Un des premier vampire de la littérature, déjà sanglant mais aussi persuasif, cynique, hypnotique ?

première phrase

"Au milieu des cercles de la haute société que le retour de l'hiver réunit à Londres, on voyait un seigneur aussi remarquable par ses singularités que par son rang distingué."

avis personnel

 La nouvelle relate l'histoire d'Aubrey, jeune orphelin de la bonne société, naïf et romantique, qui devient l'ami du mystérieux et charismatique Lord Ruthven, dont la beauté froide et le caractère détaché le fascinent.
Il décide d'effectuer son tour d'Europe en compagnie de ce nouvel ami mais découvre rapidement que cette figure romantique qu'il avait idéalisée n'est qu'une façade et que l'aristocrate sophistiqué est en fait un être cruel et dépravé qui prend plaisir à entraîner les autres à leur perte sur le chemin du déshonneur...
Aubrey l'abandonne donc en Italie et poursuit son voyage jusqu'en Grèce où il rencontre Ianthe, une belle paysanne friande d'histoires de vampires auxquelles il ne croit pas jusqu'à ce que...

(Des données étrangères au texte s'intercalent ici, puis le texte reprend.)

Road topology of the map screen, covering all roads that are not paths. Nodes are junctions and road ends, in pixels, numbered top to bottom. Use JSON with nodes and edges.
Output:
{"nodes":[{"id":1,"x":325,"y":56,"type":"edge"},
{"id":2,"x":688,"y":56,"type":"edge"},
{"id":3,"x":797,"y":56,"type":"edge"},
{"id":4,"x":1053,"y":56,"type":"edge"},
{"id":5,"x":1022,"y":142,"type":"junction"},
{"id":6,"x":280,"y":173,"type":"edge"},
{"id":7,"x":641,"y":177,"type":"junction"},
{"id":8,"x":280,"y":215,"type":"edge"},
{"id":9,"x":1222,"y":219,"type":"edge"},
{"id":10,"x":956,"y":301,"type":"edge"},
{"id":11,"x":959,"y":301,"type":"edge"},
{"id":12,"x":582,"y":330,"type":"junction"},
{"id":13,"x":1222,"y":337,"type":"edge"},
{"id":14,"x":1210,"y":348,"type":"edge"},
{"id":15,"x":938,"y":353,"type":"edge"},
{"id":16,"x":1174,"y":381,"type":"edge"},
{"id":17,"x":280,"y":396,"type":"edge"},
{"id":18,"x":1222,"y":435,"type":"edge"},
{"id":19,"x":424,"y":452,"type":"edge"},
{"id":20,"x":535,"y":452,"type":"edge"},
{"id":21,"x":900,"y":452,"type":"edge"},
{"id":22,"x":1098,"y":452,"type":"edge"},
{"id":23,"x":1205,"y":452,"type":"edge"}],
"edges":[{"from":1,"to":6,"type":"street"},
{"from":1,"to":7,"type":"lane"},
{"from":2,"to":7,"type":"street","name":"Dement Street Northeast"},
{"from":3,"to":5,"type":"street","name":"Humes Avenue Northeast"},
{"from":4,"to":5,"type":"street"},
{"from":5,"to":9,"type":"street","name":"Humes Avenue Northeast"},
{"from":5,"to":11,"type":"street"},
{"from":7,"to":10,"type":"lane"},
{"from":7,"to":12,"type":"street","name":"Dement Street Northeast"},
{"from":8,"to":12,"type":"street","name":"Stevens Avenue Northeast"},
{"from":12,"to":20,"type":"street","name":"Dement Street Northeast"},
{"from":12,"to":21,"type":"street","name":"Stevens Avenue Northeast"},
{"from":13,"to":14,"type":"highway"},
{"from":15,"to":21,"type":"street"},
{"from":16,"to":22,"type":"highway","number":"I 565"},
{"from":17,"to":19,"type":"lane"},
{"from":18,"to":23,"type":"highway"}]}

Le Vampire (d'après Lord Byron) de John William Polidori

Autant le dire tout de suite, la genèse de cette nouvelle est plus intéressante que l'histoire elle-même. Celle-ci est basée sur un brouillon que Lord Byron avait écrit en 1816 lors de son séjour en Suisse avec les Shelley où lors d'une journée pluvieuse, Lord Byron avait suggéré à tous d'écrire une histoire de fantôme (Mary Shelley écrira Frankenstein).
Le style de Polidori n'est pas transcendant et on a plutôt l'impression qu'il écrit le résumé d'une histoire qu'il a lue ou entendue, tant le texte est peu détaillé, l'intrigue et les personnages peu développés.
Par contre, le personnage de Ruthven (apparemment inspiré de Lord Byron himself, j'espère qu'il a apprécié !^^) est vraiment fascinant : sa figure élégante et séduisante cache un monstre et un manipulateur démoniaque ! Il lança la mode du thème du vampire, repris par Gauthier, Tolstoï et bien d'autres, mais surtout Sheridan Le Fanu et Bram Stocker.

Bref, une lecture intéressante parce qu'elle fonde l'archétype du vampire moderne mais qui ne m'a pas marquée plus que cela... Rendons quand même grâce à l'auteur d'avoir su ménager une tension croissante à la fin de l'histoire, où nous attendons aussi impatiemment que l'infortuné Aubrey l'échéance de son serment !

Appréciation :

note : 2 sur 5

extrait

"Spectateur impassible de la gaîté qui l'environnait, il semblait ne pouvoir la partager. Si la beauté, par un doux sourire, fixait un instant son attention, un seul de ses regards la glaçait aussitôt et remplissait d'effroi ces coeurs où la légèreté avait établi son trône. La source de la terreur qu'il inspirait était inconnue aux personnes qui en éprouvaient les effets; qelques-uns la cherchaient dans ses yeux gris et ternes, qui ne pénétraient pas jusqu'au fond du coeur, mais dont la fixité laissait tomber un regard sombre dont on ne pouvait supporter le poids. Ces singularités le faisaient inviter dans toutes les maisons : tout le monde souhaitait de le voir. Les personnes accoutumées aux sensations fortes, et qui éprouvaient le poids de l'ennui, étaient charmées d'avoir en leur présence un objet de distraction qui pût attirer leur attention. Malgré la pâleur mortelle de son visage que ne coloraient jamais ni l'aimable incarnat de la pudeur, ni la rougeur d'une vive émotion, la beauté de ses traits fit naître à plusieurs femmes coquettes le dessein de le captiver ou d'obtenir de lui au moins quelques marques de ce qu'on appelle affection."